Hope I steered you in the right direction.

Tchuss,

Kent


----------



## Shrimp&Snails (Mar 27, 2006)

There's also tiger shrimp, crystal red shrimp, bumblebee shrimp, bee shrimp, green shrimp and ninja shrimp to name a few.

Petshrimp.com -- Freshwater Shrimp Hub of the world has a shrimp varieties page with many species of fw shrimp listed on it with care info. It's important to know the PH of your tank so you can buy suitable shrimp that will thrive and breed.

Best of luck.


----------



## MaryPa (Aug 14, 2005)

My favorite FW shrimp are the Singapore Shrimp aka wood or bamboo shrimp. They`re big enough for my old eyes to watch,too big for my Rams to eat, are filter feeders so they don`t pinch at my fish and they`re so funny. My water is very soft and acidy but they thrive very well in it.


----------



## Shrimp&Snails (Mar 27, 2006)

Bamboo/wood/singapore shrimp are great shrimp if you have the water current for them to be able to feed correctly. 
I had a male (they have larger front "claws") who sadly died during the heatwave.  He was a great character and they grow a lot larger than your dwarf shrimp.


----------



## Neon Shrimp (Apr 26, 2006)

Is this Bob you are talking about? If so, sorry to hear about it .

Take care.


----------



## Blacksunshine (Aug 11, 2006)

Well the bamboo shrimp never did much for me. But some of the smaller inverts have really captured my interest. I had some ghosts but I think my CAE ate them. But they were a kick to watch. 

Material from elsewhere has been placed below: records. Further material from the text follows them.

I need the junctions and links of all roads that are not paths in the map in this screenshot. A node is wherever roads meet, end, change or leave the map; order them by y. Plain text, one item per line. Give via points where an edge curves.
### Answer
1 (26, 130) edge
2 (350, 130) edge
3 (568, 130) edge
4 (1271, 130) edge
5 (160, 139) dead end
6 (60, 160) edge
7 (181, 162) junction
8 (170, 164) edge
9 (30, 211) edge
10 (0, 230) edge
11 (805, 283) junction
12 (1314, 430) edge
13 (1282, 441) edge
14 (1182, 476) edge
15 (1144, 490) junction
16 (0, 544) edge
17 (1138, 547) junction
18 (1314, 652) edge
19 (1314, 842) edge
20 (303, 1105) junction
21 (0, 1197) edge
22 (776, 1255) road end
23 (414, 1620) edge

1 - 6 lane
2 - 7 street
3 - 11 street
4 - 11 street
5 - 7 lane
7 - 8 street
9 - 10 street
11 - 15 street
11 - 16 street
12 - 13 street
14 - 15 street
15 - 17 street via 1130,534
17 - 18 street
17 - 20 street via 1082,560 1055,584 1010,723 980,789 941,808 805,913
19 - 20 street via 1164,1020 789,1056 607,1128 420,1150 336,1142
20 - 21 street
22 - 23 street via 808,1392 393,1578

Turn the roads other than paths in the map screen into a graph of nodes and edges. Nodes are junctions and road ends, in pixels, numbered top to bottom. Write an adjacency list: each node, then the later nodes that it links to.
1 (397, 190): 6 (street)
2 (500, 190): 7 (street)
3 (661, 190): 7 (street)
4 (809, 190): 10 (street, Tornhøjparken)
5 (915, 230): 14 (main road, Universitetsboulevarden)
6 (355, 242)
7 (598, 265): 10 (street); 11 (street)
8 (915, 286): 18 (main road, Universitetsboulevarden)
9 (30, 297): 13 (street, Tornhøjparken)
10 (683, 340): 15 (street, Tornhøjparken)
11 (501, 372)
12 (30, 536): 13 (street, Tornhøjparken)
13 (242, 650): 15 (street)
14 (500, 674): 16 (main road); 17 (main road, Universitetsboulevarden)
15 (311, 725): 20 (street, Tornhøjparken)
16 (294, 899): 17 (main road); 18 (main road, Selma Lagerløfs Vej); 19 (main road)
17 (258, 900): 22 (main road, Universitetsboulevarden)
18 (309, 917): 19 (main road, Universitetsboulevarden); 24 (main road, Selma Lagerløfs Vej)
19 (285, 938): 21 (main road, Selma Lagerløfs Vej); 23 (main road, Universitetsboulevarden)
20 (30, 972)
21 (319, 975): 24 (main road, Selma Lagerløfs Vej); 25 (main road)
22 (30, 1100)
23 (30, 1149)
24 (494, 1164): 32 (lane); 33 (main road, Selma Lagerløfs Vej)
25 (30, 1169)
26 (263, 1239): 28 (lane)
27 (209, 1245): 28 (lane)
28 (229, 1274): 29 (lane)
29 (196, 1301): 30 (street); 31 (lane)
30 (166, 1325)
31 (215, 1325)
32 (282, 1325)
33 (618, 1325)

I'm thinking some rusty macros would be kinda cool to keep. but would probably get eaten by the CAE.(gotta remove him) Or eat my little tetras.


----------



## Shrimp&Snails (Mar 27, 2006)

Neon Shrimp said:


> Is this Bob you are talking about? If so, sorry to hear about it .
> 
> Take care.


Yeah it was Bob.  I don't want to get another because it was pretty sad losing the cute fella.


----------



## aquaboyaquatics (Feb 22, 2006)

Macrobrachium shrimp are super aggressive feeders. They will take a fish or shrimp much larger than you would think with those tiny claws. They should be treated like a crayfish when it comes to aggression level. Actually there are plenty of crays that are far less aggressive.

Mike


----------



## Blacksunshine (Aug 11, 2006)

aquaboyaquatics said:


> Macrobrachium shrimp are super aggressive feeders. They will take a fish or shrimp much larger than you would think with those tiny claws. They should be treated like a crayfish when it comes to aggression level. Actually there are plenty of crays that are far less aggressive.
> 
> Mike


thanks for the heads up. I only have some cheapy 1-2 dollar fish in there so If they get eaten I wont feel too bad. I realy dug having shrimp in my tank. It was the first time I really had messed with them aside from a blue crayfish that lasted almost a whole 5 hr. with my managuense. once upon a time.


----------